EXERCISE REQUIREMENTS:
Scan the entries below for the string "Permai" and copy every line where it turns up.

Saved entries
-- -- --
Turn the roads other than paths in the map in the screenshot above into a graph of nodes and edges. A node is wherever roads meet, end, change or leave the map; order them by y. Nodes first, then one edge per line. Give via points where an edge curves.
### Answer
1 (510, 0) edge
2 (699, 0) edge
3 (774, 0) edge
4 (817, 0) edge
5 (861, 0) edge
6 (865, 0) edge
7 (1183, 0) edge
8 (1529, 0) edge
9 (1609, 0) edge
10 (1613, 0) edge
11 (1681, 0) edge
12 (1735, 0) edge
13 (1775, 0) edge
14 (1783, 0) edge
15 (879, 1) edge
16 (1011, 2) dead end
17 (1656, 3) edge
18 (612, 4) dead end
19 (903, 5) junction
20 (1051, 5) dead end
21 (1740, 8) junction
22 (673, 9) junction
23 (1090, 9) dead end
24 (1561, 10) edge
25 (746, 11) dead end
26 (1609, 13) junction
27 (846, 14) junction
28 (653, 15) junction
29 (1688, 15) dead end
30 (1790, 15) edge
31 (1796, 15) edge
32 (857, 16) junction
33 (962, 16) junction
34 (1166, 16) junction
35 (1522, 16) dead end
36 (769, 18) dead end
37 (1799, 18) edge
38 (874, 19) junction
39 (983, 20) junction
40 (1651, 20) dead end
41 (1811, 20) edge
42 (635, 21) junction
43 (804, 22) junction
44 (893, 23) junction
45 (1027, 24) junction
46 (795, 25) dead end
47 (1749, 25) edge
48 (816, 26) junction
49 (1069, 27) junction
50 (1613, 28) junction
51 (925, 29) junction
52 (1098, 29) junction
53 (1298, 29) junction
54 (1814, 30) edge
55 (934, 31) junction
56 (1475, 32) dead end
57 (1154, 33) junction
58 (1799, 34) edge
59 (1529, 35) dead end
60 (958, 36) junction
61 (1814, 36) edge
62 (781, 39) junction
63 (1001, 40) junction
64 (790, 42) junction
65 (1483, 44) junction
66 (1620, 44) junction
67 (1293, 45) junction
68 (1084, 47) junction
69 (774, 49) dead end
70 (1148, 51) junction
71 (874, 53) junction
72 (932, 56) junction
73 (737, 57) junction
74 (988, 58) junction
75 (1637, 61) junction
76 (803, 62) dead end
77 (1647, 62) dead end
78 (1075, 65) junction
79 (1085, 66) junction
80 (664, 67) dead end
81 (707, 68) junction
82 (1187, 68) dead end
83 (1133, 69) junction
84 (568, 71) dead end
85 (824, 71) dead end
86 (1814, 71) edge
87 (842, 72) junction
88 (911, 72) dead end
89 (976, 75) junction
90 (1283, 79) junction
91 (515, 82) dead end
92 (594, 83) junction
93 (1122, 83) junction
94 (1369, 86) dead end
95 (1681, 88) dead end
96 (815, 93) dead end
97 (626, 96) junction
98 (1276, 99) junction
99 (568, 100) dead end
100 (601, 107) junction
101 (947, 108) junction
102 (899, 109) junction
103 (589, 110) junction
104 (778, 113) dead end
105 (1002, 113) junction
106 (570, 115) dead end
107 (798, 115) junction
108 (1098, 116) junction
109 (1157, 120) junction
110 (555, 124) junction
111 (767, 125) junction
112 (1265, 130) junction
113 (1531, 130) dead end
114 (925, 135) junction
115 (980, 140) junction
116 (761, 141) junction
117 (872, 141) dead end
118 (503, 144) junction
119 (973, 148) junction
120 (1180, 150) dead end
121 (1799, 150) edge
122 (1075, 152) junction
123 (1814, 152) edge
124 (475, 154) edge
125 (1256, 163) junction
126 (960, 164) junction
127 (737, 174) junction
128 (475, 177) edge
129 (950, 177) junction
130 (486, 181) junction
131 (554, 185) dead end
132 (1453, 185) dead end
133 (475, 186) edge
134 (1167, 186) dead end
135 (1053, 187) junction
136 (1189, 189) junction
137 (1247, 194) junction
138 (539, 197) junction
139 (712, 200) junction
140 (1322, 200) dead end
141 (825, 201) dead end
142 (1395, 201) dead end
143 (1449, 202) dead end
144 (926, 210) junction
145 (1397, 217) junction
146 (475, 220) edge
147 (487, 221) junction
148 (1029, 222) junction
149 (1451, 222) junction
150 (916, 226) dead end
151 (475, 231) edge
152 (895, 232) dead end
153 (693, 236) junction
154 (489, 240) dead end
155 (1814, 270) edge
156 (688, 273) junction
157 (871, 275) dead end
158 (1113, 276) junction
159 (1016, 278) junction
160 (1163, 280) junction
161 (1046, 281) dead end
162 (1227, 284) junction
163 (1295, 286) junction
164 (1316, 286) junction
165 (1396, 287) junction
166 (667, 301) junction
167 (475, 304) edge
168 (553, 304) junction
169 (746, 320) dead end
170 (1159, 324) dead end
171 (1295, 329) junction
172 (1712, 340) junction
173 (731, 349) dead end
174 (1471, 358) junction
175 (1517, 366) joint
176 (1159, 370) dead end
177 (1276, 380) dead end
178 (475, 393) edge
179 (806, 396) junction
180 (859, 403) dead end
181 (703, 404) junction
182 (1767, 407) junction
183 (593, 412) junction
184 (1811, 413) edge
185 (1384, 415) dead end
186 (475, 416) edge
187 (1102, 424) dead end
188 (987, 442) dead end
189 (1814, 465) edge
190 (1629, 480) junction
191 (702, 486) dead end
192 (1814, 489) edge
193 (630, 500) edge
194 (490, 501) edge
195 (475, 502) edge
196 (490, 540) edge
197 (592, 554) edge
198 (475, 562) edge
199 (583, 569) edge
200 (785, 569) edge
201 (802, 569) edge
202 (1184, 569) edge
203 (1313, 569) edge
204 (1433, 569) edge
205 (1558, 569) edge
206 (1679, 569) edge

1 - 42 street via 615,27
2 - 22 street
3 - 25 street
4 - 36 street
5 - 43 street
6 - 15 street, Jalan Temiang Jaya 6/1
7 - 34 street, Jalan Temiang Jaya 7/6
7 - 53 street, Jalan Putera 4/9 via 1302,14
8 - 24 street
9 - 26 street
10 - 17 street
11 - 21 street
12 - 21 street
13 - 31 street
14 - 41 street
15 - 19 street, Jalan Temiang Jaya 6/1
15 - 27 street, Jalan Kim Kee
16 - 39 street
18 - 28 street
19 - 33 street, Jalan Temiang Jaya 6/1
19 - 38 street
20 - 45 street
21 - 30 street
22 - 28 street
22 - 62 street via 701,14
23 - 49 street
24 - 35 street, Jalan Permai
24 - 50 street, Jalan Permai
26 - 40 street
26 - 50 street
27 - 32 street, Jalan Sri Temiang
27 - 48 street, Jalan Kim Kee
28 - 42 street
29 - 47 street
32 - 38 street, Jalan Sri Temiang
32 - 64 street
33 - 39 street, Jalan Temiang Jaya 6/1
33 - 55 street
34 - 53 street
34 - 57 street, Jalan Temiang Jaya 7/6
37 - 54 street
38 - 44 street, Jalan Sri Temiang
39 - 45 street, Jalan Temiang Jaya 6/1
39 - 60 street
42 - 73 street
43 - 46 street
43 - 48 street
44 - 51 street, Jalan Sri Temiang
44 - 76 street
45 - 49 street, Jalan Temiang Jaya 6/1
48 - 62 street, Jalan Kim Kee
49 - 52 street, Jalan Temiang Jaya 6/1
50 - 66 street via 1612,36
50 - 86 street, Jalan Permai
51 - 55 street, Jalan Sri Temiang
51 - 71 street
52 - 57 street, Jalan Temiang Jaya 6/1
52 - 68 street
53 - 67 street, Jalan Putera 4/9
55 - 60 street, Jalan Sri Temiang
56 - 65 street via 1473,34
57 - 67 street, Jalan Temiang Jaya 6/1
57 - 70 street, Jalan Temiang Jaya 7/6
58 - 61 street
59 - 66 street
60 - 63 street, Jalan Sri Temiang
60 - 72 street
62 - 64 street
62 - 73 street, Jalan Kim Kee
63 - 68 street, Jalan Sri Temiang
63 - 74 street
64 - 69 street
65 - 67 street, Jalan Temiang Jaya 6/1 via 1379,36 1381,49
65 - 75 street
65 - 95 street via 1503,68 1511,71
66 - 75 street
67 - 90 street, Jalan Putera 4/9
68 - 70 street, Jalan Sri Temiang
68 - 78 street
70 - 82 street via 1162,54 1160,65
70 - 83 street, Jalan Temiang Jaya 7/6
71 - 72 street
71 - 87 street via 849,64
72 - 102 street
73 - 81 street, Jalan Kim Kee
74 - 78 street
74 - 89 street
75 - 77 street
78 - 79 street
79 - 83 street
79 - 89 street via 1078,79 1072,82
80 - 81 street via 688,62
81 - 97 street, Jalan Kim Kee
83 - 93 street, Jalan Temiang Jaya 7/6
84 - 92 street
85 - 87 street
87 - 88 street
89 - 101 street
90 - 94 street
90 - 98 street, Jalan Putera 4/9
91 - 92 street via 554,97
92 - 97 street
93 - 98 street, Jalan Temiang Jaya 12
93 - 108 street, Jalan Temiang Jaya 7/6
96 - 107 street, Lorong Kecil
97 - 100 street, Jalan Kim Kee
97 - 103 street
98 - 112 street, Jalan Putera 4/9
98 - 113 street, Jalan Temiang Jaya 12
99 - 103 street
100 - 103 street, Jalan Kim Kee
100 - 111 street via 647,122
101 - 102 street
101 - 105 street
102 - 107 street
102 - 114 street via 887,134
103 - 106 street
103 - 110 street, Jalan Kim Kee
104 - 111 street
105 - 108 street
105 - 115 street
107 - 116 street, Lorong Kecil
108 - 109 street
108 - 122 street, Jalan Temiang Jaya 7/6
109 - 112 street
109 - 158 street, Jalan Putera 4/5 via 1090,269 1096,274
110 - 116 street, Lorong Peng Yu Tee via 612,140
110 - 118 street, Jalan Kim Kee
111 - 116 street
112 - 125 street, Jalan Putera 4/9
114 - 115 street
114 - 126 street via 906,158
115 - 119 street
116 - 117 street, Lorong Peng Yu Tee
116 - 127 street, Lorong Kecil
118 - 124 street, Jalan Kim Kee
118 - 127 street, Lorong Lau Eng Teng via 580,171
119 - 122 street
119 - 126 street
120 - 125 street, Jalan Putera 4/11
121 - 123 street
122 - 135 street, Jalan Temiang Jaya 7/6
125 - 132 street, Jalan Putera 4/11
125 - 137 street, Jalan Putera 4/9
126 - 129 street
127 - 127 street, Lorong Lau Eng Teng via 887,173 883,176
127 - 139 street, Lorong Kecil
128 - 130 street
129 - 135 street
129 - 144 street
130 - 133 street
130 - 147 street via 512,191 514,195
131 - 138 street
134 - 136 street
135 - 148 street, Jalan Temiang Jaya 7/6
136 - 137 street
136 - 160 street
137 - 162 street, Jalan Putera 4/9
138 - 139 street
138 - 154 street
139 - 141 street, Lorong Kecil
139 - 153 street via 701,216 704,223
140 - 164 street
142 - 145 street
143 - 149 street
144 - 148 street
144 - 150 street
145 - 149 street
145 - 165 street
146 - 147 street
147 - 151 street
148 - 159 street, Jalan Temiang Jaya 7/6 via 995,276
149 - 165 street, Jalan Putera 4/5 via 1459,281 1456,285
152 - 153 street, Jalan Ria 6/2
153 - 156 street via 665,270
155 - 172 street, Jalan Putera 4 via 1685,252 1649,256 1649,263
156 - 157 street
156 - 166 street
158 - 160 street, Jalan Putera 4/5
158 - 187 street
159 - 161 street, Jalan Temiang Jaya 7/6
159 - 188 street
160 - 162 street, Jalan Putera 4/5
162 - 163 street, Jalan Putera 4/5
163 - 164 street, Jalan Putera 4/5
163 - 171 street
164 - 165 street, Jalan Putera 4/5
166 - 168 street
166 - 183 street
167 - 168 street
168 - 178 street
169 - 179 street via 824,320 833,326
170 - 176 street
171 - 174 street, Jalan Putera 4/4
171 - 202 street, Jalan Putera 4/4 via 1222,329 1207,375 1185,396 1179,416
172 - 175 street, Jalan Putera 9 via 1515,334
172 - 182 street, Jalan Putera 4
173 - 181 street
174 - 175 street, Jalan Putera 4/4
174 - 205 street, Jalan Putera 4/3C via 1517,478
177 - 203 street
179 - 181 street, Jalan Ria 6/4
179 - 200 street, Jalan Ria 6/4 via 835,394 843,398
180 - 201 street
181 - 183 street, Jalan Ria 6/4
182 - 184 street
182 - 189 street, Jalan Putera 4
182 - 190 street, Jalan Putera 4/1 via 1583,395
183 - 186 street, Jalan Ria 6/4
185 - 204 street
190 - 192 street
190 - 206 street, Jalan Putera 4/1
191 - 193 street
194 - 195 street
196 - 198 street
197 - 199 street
-- -- --
YOUR SOLUTION:
24 - 35 street, Jalan Permai
24 - 50 street, Jalan Permai
50 - 86 street, Jalan Permai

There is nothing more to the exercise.